=== RECORDS ===

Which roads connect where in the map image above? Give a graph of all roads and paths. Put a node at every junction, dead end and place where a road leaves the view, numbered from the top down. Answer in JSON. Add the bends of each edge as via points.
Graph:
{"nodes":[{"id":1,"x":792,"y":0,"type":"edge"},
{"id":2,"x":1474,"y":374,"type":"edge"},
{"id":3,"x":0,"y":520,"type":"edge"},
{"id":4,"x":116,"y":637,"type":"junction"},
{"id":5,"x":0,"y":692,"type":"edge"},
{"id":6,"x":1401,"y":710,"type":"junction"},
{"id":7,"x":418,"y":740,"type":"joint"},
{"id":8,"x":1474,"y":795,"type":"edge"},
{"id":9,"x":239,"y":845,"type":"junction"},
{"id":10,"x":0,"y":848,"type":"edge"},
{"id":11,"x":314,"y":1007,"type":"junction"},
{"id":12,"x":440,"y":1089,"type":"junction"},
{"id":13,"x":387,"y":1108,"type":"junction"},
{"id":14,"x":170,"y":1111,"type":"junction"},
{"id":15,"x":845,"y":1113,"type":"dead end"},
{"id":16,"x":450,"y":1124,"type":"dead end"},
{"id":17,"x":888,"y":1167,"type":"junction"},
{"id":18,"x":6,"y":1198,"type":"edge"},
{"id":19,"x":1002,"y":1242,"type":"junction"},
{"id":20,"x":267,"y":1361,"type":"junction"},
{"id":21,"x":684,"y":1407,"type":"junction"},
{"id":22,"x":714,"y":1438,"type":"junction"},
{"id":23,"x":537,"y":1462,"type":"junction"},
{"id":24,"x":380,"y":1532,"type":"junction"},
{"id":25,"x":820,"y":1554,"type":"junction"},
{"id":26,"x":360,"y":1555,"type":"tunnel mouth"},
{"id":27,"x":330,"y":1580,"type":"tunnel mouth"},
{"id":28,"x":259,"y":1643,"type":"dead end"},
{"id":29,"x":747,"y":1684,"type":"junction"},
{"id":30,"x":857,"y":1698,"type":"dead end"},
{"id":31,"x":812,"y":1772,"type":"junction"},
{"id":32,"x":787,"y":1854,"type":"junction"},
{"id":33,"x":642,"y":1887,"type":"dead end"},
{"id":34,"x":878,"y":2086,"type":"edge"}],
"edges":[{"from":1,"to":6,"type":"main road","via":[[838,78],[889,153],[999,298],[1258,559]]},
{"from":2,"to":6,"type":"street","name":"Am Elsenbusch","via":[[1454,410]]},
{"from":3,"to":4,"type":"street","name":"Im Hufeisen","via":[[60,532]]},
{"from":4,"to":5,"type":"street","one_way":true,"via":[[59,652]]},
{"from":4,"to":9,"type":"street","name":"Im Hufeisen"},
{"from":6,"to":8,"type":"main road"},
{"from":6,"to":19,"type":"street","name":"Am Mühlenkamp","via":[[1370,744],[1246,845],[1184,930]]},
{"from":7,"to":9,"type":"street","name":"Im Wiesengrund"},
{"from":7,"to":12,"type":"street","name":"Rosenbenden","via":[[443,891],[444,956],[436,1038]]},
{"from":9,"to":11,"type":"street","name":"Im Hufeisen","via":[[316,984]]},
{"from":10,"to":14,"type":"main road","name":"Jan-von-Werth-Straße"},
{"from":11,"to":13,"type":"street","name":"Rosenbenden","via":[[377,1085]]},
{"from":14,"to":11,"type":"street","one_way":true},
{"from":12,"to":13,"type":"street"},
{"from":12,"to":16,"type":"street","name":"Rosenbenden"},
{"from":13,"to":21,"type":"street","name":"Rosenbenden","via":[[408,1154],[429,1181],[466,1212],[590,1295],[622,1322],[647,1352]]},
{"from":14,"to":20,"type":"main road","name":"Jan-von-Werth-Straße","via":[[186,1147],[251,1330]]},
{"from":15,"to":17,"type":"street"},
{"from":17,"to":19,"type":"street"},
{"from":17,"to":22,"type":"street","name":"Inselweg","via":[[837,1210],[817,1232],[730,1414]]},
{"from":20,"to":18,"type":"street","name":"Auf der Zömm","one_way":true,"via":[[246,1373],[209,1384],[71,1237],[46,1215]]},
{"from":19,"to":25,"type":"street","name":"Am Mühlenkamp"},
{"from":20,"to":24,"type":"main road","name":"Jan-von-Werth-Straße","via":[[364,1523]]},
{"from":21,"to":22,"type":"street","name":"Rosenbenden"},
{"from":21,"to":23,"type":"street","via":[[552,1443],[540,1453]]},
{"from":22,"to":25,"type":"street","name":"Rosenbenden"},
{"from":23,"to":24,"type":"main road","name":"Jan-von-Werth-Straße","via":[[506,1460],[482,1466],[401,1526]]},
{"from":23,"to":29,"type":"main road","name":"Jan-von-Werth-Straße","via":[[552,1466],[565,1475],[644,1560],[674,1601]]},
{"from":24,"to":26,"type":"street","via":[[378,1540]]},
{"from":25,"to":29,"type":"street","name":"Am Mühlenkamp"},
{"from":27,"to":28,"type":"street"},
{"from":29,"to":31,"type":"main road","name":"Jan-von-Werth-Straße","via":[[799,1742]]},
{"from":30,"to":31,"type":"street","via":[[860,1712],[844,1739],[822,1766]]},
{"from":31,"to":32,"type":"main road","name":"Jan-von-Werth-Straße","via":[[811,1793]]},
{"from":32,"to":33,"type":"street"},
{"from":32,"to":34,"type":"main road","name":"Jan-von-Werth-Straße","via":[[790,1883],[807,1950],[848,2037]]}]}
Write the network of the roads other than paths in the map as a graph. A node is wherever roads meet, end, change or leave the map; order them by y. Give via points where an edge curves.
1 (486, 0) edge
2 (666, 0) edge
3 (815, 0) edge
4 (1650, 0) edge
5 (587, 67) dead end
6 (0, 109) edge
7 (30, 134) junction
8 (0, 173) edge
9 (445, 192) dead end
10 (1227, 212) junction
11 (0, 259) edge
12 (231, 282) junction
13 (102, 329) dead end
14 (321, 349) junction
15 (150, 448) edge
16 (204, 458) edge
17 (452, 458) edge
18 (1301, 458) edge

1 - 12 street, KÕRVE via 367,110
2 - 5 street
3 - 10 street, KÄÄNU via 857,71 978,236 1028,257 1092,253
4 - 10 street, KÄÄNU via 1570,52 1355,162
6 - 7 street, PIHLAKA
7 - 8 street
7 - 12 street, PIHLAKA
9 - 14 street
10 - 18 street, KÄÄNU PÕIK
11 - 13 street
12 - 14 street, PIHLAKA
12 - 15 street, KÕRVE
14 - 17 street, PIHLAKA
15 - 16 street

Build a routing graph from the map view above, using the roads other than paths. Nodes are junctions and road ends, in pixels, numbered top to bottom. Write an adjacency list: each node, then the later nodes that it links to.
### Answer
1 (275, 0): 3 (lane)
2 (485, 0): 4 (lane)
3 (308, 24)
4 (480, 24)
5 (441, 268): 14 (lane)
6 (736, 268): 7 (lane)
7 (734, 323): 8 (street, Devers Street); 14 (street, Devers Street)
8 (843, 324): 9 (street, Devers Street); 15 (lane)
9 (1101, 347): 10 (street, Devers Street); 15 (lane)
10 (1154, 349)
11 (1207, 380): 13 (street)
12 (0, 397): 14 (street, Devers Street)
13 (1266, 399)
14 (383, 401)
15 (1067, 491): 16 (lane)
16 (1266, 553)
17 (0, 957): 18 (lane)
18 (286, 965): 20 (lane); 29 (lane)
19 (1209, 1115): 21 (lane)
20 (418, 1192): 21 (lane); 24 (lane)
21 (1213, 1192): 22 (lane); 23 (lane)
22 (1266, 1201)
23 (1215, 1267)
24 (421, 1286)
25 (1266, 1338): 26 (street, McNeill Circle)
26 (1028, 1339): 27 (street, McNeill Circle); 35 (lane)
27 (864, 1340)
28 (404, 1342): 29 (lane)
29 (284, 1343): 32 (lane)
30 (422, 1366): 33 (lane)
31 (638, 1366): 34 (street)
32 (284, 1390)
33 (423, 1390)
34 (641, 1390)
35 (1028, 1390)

===

### PROBLEM DETAILS
Among the lines above, find those holding "true" and copy each one.

### EXERCISE OUTPUT
{"from":4,"to":5,"type":"street","one_way":true,"via":[[59,652]]},
{"from":14,"to":11,"type":"street","one_way":true},
{"from":20,"to":18,"type":"street","name":"Auf der Zömm","one_way":true,"via":[[246,1373],[209,1384],[71,1237],[46,1215]]},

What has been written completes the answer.